Die einstigen Fabrikarbeiter Paul und Wilhelm Mauser, zwei autodidaktische Tüftler aus dem schwäbischen Oberndorf. hatten damals noch einen langen Weg bis zur Gründung ihrer eigenen Fabrik. "Heute noch", schrieb Autor Götz über das erste in die Armee eingeführte Mausergewehr' "hat das Infanteriegewehr M 71 bei Kennern in aller Welt einen Ruf wie Donnerhall." Da die Brüder keinen Produktionsauftrag bekamen, konnten sie an den Gewehren nicht viel verdienen. Erst mit der Entwicklung und Produktion neuer Modelle für ausländische Auftraggeber bekamen sie namhafte Summen in die Firmenkasse. Wilhelm Mauser, verschlissen im Intrigengespinst der internationalen Rüstungsindustrie-Agenten, starb 1883, elf Jahre vor dem endgültigen Durchbruch seines Bruders zu Kaiser Wilhelms Gewehrlieferanten.
Das nicht von Mauser stammende Modell 88 hatte sich nicht bewährt. weil bei zahllosen Exemplaren zum Entsetzen der Schützen die Verschlüsse beim Schuß explodiert waren. Paul Mauser entwickelte in kaiserlichem Auftrag das verbesserte Modell 88/97 -- es war der Vorläufer jenes legendären Schießgewehrs, dem Kaiser Wilhelm am 5. April 1898 persönlich die Bezeichnung "Gewehr 98' verlieh und seine Truppenerprobung befahl.

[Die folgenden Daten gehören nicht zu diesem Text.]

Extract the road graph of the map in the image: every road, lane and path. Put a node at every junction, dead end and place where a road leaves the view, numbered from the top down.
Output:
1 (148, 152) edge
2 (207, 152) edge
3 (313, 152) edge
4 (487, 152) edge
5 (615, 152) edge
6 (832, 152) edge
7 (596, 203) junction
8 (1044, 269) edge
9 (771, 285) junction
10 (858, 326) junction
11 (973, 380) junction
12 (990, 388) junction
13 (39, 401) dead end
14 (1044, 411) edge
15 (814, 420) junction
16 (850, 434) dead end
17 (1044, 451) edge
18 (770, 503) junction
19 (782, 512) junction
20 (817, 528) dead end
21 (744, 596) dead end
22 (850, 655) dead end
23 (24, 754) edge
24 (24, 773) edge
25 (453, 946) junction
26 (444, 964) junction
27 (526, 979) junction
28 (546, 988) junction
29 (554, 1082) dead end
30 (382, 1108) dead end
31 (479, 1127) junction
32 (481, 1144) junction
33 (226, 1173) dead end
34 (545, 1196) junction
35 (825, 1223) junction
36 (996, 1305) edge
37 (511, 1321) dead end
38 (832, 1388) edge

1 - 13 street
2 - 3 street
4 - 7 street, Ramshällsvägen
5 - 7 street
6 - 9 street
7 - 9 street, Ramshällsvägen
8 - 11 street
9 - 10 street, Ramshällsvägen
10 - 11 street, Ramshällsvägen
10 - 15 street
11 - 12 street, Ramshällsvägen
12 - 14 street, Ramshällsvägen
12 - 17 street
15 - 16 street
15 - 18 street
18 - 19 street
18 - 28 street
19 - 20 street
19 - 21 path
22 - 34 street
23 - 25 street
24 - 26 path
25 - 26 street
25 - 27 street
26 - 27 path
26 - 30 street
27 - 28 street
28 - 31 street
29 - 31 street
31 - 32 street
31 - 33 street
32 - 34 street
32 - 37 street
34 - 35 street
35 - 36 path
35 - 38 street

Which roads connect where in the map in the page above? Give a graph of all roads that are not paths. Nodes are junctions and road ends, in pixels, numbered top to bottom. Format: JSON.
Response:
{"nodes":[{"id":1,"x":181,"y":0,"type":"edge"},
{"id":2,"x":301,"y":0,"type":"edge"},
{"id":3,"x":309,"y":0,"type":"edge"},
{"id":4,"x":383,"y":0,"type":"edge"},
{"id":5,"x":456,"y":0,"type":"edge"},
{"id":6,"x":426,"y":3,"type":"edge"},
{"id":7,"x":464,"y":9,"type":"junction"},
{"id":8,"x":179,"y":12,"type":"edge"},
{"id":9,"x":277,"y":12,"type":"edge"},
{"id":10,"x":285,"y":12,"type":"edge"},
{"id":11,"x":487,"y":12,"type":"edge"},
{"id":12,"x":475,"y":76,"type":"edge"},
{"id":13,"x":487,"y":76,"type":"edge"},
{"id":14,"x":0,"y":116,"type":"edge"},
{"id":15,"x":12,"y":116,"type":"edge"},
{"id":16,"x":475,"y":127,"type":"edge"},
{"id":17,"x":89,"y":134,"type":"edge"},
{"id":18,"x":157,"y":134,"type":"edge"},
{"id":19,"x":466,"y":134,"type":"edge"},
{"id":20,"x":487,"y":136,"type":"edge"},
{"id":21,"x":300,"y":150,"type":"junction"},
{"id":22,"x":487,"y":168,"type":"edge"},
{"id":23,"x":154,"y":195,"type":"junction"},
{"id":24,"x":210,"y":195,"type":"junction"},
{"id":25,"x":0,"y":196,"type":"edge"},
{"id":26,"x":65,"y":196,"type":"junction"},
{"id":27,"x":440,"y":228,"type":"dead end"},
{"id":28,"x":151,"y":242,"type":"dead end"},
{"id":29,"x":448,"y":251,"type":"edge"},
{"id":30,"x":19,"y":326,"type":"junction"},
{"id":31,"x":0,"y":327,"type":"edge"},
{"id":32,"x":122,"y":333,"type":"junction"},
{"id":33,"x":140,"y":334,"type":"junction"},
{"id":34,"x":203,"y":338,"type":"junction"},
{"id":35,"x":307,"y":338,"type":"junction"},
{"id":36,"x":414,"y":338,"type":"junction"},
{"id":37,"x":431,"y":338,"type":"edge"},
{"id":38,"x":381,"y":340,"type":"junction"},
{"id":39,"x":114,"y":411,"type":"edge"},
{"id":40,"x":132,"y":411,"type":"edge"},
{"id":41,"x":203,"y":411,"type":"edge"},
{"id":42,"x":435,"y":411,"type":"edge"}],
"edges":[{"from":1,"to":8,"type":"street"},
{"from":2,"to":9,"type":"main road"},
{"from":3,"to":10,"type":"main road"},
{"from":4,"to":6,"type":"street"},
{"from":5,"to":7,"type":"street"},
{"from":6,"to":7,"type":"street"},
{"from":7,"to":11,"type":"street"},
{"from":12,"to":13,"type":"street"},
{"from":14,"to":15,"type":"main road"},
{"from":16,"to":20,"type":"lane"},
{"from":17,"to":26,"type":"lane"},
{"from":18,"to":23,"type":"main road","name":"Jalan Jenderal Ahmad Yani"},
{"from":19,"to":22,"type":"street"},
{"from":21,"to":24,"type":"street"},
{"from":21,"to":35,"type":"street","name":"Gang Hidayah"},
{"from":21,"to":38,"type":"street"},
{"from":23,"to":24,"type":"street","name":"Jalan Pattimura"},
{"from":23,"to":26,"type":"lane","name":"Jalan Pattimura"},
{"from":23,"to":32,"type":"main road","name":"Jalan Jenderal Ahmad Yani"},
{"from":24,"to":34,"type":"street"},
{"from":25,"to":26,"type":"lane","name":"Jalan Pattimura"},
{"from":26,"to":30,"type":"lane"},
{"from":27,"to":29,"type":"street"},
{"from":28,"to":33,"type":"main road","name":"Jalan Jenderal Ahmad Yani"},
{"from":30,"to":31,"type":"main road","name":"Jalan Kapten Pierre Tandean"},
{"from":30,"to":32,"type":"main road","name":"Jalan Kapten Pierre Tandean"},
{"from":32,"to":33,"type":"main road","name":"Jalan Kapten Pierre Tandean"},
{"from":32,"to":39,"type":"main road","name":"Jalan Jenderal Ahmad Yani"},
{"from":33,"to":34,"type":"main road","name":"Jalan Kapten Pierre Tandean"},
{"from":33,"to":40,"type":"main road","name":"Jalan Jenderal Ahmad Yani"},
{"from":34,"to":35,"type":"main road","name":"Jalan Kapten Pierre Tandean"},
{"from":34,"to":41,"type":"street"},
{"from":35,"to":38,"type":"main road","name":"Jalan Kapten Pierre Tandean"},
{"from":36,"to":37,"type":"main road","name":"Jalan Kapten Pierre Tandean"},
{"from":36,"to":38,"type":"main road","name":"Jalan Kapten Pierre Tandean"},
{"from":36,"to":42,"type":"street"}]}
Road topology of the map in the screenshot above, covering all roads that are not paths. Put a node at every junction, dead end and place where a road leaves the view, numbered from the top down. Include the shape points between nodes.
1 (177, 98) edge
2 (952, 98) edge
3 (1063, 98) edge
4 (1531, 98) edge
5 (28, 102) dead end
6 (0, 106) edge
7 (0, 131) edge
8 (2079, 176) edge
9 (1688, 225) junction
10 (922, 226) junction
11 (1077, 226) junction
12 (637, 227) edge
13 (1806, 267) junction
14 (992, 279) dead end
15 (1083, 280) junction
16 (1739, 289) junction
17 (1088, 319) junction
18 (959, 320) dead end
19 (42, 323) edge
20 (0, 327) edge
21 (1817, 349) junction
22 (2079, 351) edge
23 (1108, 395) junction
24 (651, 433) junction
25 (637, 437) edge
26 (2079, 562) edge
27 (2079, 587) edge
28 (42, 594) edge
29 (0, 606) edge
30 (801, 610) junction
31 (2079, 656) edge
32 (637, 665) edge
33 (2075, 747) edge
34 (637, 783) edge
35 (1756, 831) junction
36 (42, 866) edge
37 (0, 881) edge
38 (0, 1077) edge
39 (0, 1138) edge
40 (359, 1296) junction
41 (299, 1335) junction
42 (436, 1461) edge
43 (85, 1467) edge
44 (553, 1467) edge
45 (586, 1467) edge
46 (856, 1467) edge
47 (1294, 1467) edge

Während das Heer auf das Modell 98 umgerüstet wurde, war Mauser in der Entwicklung schon vom Repetiergewehr auf Selbstladegewehre übergegangen. 1901, bei einem Schießtest, schoß sich der 63jährige Mauser das linke Auge aus. 1914, hochgeehrt und als Paul von Mauser in den Adelsstand erhoben, starb er und verpaßte knapp den ganz großen Schießtest.
"Als Paul Mausers Lebenswerk, das Modell 98' im Ersten Weltkrieg seine Bewährungsprobe bestehen mußte, war der Konstrukteur bereits tot", schrieb Waffenexperte Götz. "Sein Gewehr bestand die Prüfung mit Auszeichnung."
Mehr als 100 Millionen Mauser-Gewehre M 98 wurden gebaut. Sogar Hitlers Wehrmacht mochte auf die Standardwaffe nicht verzichten.
Als nächstes kamen die "Sturmgewehre" auf den Waffenmarkt' Schnellfeuergewehr und Maschinengewehr in einer Waffe kombiniert. Sie waren schon 1945 vollendet und erprobt.
"Seitdem hat der internationale Waffenbau keinen grundsätzlich neuen Impuls mehr erhalten", stellte Götz fest. Es scheine, "als sei die Geschichte der konventionellen Handfeuerwaffen abgeschlossen". Für die Zukunft mutmaßte der Waffenkundler: "Vielleicht bricht jetzt auch für die Infanterie das Raketenzeitalter an."